Business and Status of the
Company
The Company is registered as a public limited company in
Scotland (Registered Number SC091052) and is an
investment company within the terms of Section 833 of
the Companies Act 2006 (the “Act”). Its shares are
admitted to the closed-ended investment funds category
of the FCA’s Official List and to trading on the main market
of the London Stock Exchange, which is a regulated
market as defined in Section 1173 of the Act.

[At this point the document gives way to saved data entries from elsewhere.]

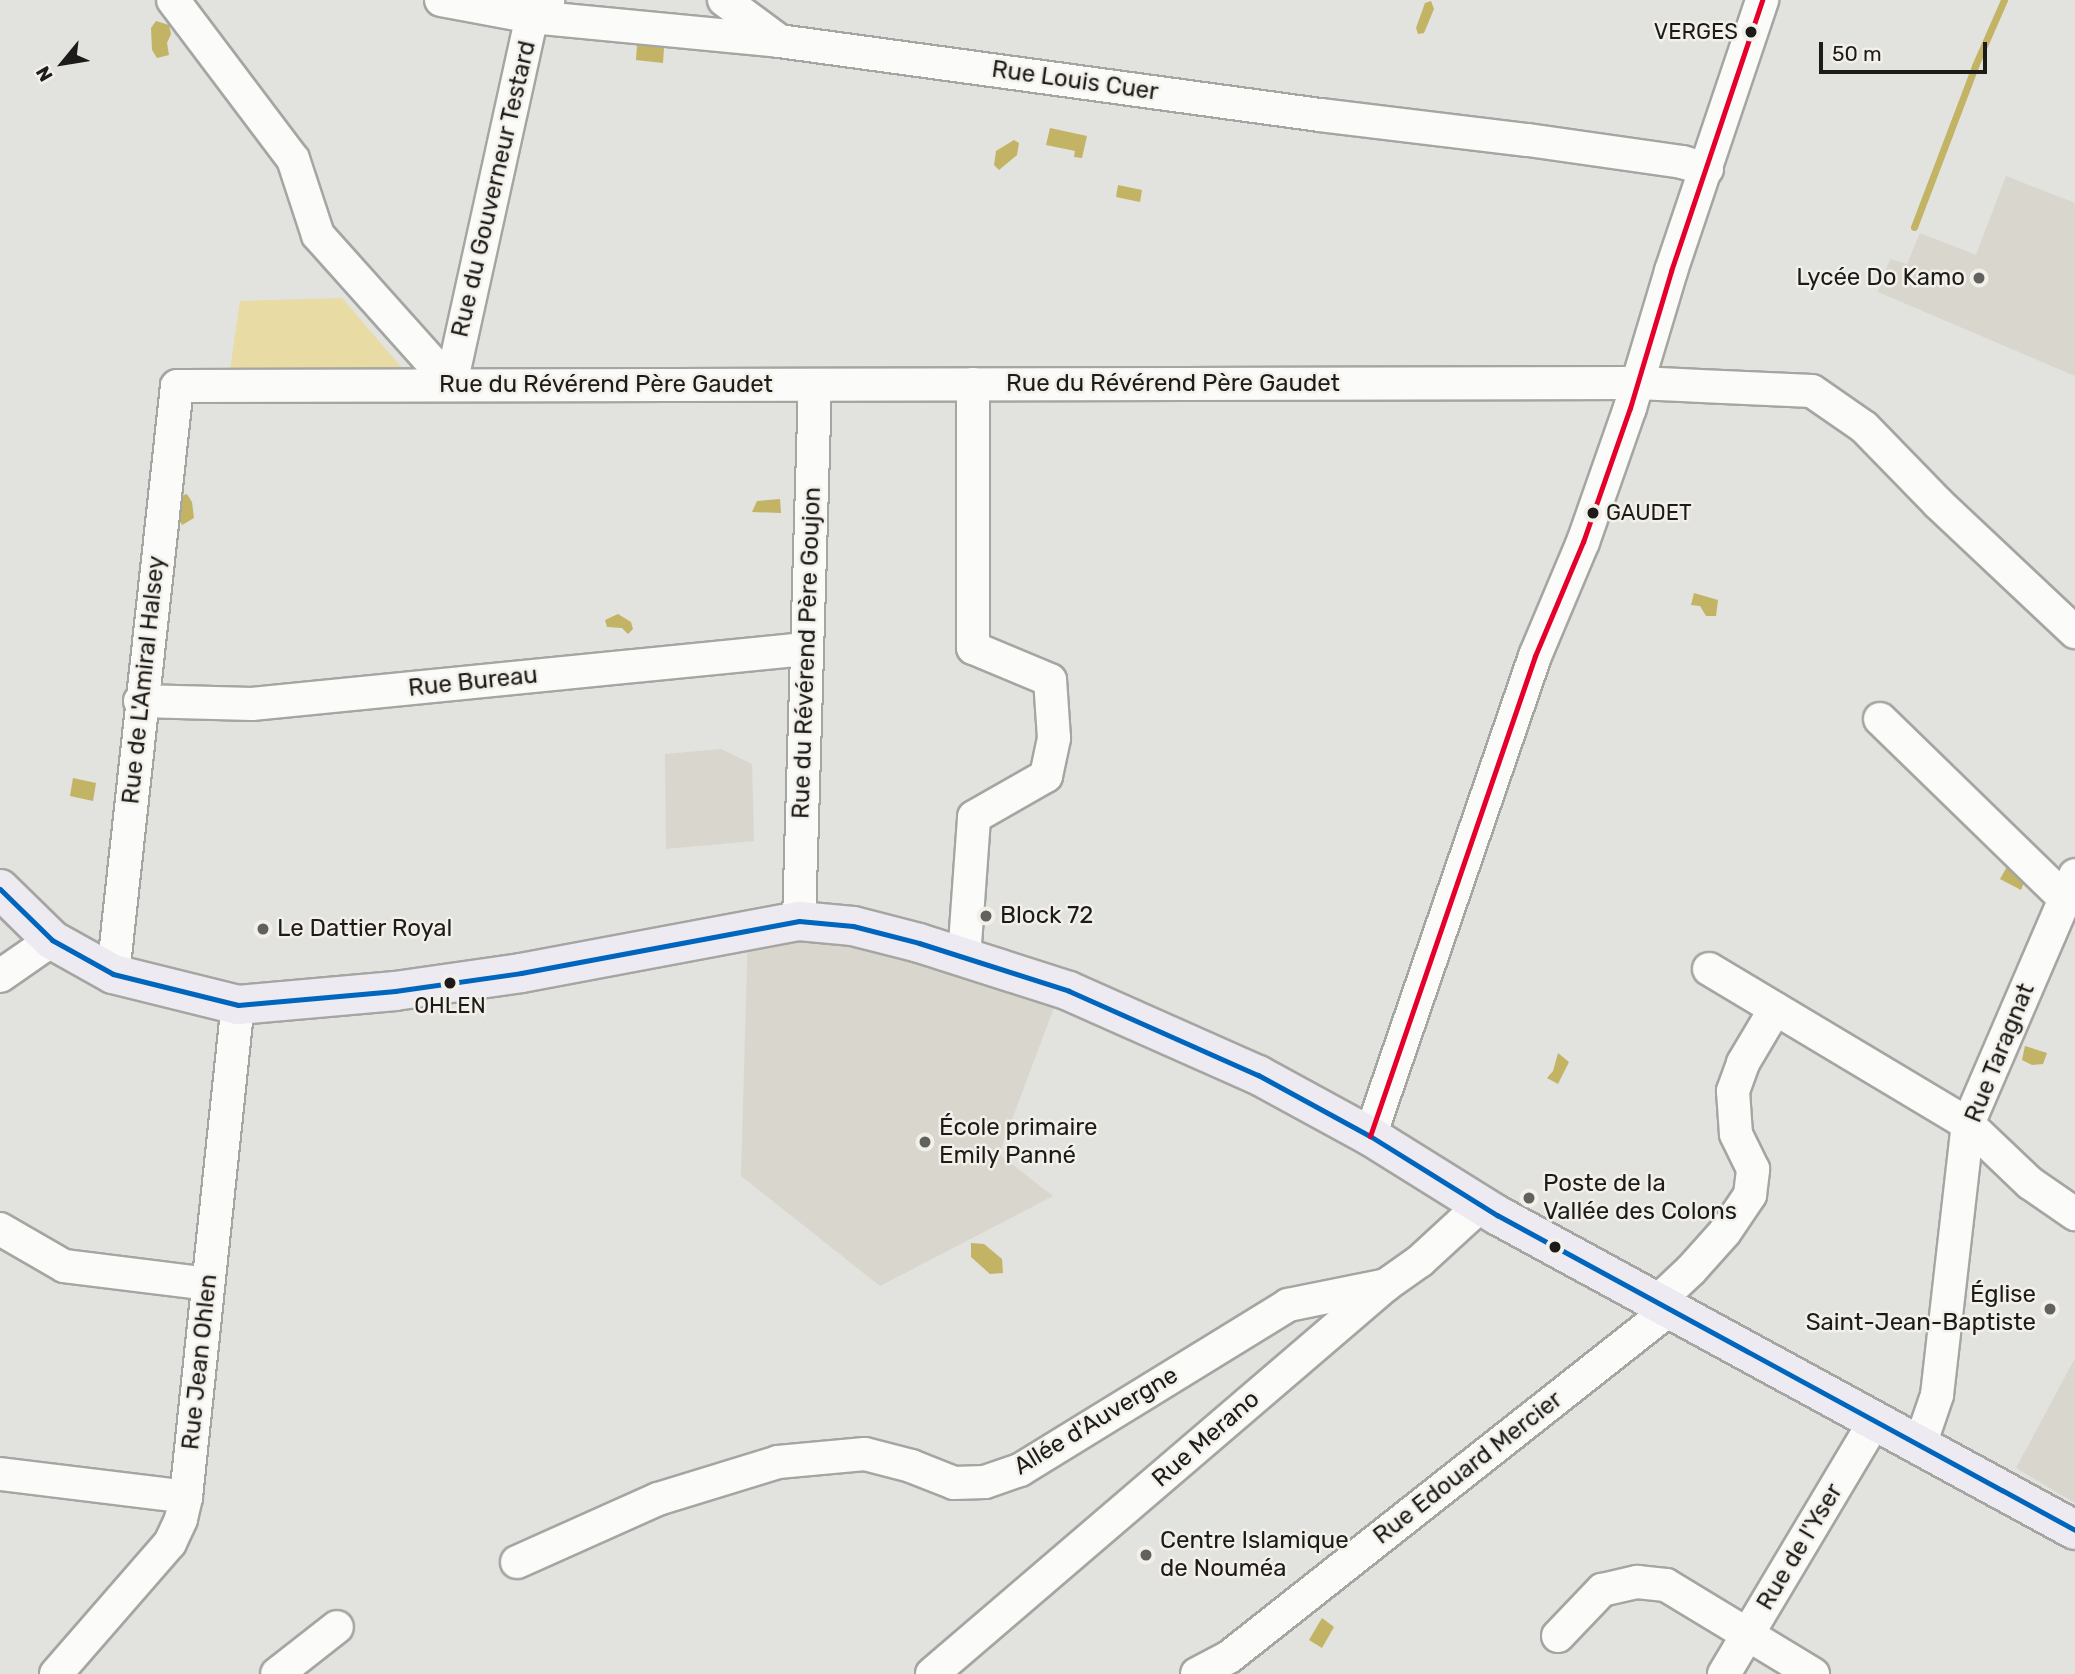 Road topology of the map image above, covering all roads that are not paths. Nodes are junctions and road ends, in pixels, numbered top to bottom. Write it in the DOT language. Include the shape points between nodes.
graph roads {
  1 [pos="173,0"];
  2 [pos="441,0"];
  3 [pos="724,0"];
  4 [pos="1762,0"];
  5 [pos="541,8"];
  6 [pos="779,41"];
  7 [pos="1707,169"];
  8 [pos="1637,383"];
  9 [pos="451,384"];
  10 [pos="973,384"];
  11 [pos="815,385"];
  12 [pos="177,386"];
  13 [pos="2075,632"];
  14 [pos="805,649"];
  15 [pos="140,701"];
  16 [pos="1880,719"];
  17 [pos="2070,887"];
  18 [pos="0,889"];
  19 [pos="799,921"];
  20 [pos="52,940"];
  21 [pos="964,958"];
  22 [pos="1709,970"];
  23 [pos="113,974"];
  24 [pos="0,976"];
  25 [pos="238,1005"];
  26 [pos="1775,1009"];
  27 [pos="1968,1124"];
  28 [pos="1370,1136"];
  29 [pos="1476,1202"];
  30 [pos="2075,1214"];
  31 [pos="0,1229"];
  32 [pos="208,1284"];
  33 [pos="1386,1285"];
  34 [pos="1663,1305"];
  35 [pos="1876,1419"];
  36 [pos="1920,1445"];
  37 [pos="0,1474"];
  38 [pos="186,1497"];
  39 [pos="2075,1530"];
  40 [pos="517,1562"];
  41 [pos="337,1627"];
  42 [pos="1558,1636"];
  43 [pos="1747,1636"];
  44 [pos="56,1674"];
  45 [pos="277,1674"];
  46 [pos="932,1674"];
  47 [pos="1197,1674"];
  48 [pos="1724,1674"];
  49 [pos="1813,1674"];
  1 -- 9 [label="street" via="293,159 318,235"];
  2 -- 5 [label="street, Rue Louis Cuer"];
  3 -- 6 [label="street"];
  4 -- 7 [label="street"];
  5 -- 6 [label="street, Rue Louis Cuer"];
  5 -- 9 [label="street, Rue du Gouverneur Testard"];
  6 -- 7 [label="street, Rue Louis Cuer" via="1528,140"];
  7 -- 8 [label="street"];
  8 -- 10 [label="street, Rue du Révérend Père Gaudet"];
  8 -- 13 [label="street, Rue du Révérend Père Gaudet" via="1812,391 1864,427"];
  8 -- 28 [label="street" via="1583,542 1535,656"];
  9 -- 11 [label="street, Rue du Révérend Père Gaudet"];
  9 -- 12 [label="street, Rue du Révérend Père Gaudet"];
  10 -- 11 [label="street, Rue du Révérend Père Gaudet"];
  10 -- 21 [label="street" via="973,648 1050,680 1054,738 1046,776 974,817"];
  11 -- 14 [label="street, Rue du Révérend Père Goujon"];
  12 -- 15 [label="street, Rue de L'Amiral Halsey"];
  14 -- 15 [label="street, Rue Bureau" via="252,704"];
  14 -- 19 [label="street, Rue du Révérend Père Goujon"];
  15 -- 23 [label="street, Rue de L'Amiral Halsey"];
  16 -- 17 [label="street"];
  17 -- 27 [label="street, Rue Taragnat"];
  18 -- 20 [label="main road"];
  19 -- 21 [label="main road" via="853,926"];
  19 -- 25 [label="main road" via="521,973 395,991"];
  20 -- 23 [label="main road"];
  20 -- 24 [label="street"];
  21 -- 28 [label="main road" via="1069,991 1168,1032"];
  22 -- 26 [label="street"];
  23 -- 25 [label="main road"];
  25 -- 32 [label="street, Rue Jean Ohlen"];
  26 -- 27 [label="street"];
  26 -- 34 [label="street, Rue Edouard Mercier" via="1743,1063 1733,1091 1736,1134 1753,1169 1751,1195"];
  27 -- 30 [label="street" via="2030,1183"];
  27 -- 36 [label="street, Rue Taragnat" via="1937,1395"];
  28 -- 29 [label="main road"];
  29 -- 33 [label="street, Rue Merano" via="1469,1216"];
  29 -- 34 [label="main road"];
  31 -- 32 [label="street" via="64,1266"];
  32 -- 38 [label="street, Rue Jean Ohlen"];
  33 -- 40 [label="street, Allée d'Auvergne" via="1288,1305 1020,1470 985,1482 954,1483 865,1454 778,1462 658,1499"];
  33 -- 46 [label="street, Rue Merano"];
  34 -- 35 [label="main road"];
  34 -- 47 [label="street, Rue Edouard Mercier" via="1229,1657"];
  35 -- 36 [label="main road"];
  35 -- 43 [label="street, Rue de l'Yser"];
  36 -- 39 [label="main road"];
  37 -- 38 [label="street"];
  38 -- 44 [label="street, Rue Jean Ohlen" via="170,1543"];
  41 -- 45 [label="street"];
  42 -- 43 [label="street" via="1602,1590 1637,1582 1667,1585"];
  43 -- 48 [label="street, Rue de l'Yser"];
  43 -- 49 [label="street"];
}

The Company has been accepted as an investment trust
under Section 1158 of the Corporation Taxes Act 2010
and Part 2 Chapter 1 of Statutory Instrument
2011/2999. This approval relates to accounting periods
commencing on or after 1 February 2012. The Directors
are of the opinion that the Company has conducted its
affairs so as to be able to retain such approval.
It is the Directors’ intention that the Company should
continue to manage its affairs so as to be a qualifying
investment for inclusion in the stocks and shares
components of an Individual Savings Account (“ISA”) and
Junior ISA.
The Company is a member of the Association of
Investment Companies.
Alternative Performance Measures
The financial statements (on pages 66 to 79) set out the
required statutory reporting measures of the Company’s
financial performance. In addition, the Board assesses the
Company’s performance against a range of criteria which are
viewed as particularly relevant for investment trusts. These
measures are summarised on page 1 and explained in greater
detail in the Strategic Report, under the heading ‘Key
Performance Indicators’ on pages 24 and 25. The Directors
believe that these measures enhance the comparability of
information between reporting periods and aid investors in
understanding the Company’s performance.
The measures used for the year under review have
remained consistent with the prior year.
Definitions of the terms used and the basis of their
calculation are set out in the Glossary beginning on
page80.
Annual General Meeting
THE FOLLOWING INFORMATION TO BE DISCUSSED
AT THE FORTHCOMING ANNUAL GENERAL
MEETING IS IMPORTANT AND REQUIRES YOUR
IMMEDIATE ATTENTION.
If you are in any doubt about the action you should
take, you should seek advice from your stockbroker,
bank manager, solicitor, accountant or other financial
adviser authorised under the Financial Services and
Markets Act 2000 (as amended). If you have sold or
transferred all of your ordinary shares in the Company,
you should pass this document, together with any
other accompanying documents, including the form of
proxy, at once to the purchaser or transferee, or to the
stockbroker, bank or other agent through whom the
sale or transfer was effected, for onward transmission
to the purchaser or transferee.
Resolutions relating to the following items of business
will be proposed at the Annual General Meeting to be
held on 1 July 2025.
Resolution 11 Approval of the proposed, amended
Investment Policy
Resolution 12 Authority to allot shares
Resolution 13 Authority to disapply pre-emption rights
Resolution 14 Authority to buy back shares
Resolution 15 Authority to hold General Meetings (other
than the AGM) on at least 14 clear days’ notice
The full text of the resolutions can be found in the Notice
of Annual General Meeting on pages 101 and 102.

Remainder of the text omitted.